(RECORD SET)

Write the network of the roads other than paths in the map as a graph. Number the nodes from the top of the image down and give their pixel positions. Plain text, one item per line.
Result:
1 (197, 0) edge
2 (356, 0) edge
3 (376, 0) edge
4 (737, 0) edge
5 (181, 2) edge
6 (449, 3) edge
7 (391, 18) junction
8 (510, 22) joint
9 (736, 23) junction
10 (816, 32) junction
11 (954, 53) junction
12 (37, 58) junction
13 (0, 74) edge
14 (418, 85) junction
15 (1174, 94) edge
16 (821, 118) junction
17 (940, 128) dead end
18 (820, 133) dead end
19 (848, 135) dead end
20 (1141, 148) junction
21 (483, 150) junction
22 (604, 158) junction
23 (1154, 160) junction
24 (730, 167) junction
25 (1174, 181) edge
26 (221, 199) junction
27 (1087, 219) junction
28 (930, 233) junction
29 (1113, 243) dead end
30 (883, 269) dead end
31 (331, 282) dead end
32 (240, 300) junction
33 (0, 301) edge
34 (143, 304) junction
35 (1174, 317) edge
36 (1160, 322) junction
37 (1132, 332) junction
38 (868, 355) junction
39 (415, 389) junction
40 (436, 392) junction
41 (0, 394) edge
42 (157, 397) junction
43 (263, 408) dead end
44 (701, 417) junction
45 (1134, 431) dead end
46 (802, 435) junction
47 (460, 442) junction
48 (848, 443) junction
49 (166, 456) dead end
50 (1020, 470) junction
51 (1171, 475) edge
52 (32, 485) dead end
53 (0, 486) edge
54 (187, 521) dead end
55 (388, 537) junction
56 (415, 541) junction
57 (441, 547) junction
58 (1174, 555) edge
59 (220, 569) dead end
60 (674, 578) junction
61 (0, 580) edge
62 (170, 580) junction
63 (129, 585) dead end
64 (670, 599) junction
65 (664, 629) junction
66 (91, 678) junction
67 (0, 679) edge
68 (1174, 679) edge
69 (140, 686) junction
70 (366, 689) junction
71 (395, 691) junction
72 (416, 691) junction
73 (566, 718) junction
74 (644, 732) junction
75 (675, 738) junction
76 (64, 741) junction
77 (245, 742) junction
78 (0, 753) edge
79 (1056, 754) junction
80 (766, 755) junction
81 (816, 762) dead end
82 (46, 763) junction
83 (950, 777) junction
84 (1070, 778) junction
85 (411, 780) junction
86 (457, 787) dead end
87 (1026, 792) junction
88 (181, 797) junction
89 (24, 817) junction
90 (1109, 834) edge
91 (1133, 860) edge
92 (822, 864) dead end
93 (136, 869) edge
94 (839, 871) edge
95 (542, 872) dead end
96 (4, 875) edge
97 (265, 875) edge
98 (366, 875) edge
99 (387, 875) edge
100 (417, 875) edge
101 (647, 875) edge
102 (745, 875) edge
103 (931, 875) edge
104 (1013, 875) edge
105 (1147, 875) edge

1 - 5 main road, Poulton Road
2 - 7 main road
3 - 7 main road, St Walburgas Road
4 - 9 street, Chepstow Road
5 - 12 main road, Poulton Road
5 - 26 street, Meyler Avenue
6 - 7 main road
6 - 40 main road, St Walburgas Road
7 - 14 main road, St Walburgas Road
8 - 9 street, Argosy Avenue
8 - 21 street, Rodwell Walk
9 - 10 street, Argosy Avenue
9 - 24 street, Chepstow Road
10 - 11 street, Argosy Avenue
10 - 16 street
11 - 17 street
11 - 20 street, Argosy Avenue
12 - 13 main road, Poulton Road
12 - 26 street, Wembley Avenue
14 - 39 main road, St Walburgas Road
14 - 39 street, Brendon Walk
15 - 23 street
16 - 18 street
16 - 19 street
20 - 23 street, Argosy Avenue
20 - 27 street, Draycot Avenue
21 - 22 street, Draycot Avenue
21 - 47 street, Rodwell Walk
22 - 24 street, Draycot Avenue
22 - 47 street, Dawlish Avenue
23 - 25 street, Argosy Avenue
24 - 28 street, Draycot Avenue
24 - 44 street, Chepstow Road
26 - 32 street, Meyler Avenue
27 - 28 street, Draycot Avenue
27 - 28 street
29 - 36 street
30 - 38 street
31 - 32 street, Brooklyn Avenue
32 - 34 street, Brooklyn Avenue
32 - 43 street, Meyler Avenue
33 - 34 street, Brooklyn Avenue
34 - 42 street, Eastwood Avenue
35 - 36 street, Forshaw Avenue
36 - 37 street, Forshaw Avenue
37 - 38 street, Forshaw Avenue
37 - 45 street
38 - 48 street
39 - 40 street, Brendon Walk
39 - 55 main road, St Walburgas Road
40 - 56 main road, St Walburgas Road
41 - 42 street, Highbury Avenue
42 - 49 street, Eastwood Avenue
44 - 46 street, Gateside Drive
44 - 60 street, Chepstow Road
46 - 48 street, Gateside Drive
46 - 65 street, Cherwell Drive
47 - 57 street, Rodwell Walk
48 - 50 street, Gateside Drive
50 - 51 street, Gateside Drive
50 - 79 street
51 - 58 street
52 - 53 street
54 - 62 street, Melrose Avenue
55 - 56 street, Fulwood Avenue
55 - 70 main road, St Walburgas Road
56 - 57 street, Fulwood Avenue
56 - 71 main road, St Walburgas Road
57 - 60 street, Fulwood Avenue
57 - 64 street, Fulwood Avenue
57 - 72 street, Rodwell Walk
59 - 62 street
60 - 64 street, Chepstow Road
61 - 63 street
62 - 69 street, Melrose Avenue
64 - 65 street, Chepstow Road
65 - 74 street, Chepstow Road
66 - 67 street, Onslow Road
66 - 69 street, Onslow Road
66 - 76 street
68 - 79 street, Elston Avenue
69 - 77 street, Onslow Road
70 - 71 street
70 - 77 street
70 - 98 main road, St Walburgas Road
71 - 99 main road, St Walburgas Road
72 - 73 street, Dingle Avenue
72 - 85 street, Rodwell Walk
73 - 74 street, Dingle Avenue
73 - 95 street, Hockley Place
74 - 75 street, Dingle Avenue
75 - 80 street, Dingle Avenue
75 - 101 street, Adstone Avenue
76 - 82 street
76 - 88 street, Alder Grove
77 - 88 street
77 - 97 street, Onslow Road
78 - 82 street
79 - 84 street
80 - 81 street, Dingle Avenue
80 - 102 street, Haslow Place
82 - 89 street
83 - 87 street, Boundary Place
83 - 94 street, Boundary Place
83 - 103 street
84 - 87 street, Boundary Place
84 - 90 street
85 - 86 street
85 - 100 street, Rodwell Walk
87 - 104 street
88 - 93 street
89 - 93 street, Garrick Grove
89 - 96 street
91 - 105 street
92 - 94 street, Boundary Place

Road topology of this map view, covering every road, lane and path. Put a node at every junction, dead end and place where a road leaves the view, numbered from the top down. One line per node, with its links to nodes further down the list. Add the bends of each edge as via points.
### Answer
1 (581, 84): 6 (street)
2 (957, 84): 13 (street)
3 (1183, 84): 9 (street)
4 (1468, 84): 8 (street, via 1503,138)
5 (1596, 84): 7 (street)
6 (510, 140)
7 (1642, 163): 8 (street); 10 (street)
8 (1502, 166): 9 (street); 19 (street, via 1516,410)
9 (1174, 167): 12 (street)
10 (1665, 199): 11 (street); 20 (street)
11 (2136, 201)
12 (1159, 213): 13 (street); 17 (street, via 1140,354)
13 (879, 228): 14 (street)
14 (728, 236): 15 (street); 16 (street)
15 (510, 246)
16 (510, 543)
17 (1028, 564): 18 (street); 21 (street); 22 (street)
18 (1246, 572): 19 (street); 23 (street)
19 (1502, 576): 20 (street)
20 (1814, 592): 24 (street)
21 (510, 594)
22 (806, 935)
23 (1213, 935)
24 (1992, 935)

(End RECORD SET)

- **EXERCISE GOAL**:
Number of lines above containing the word "Melrose": state it and add nothing else.

- **PROBLEM SOLUTION**:
2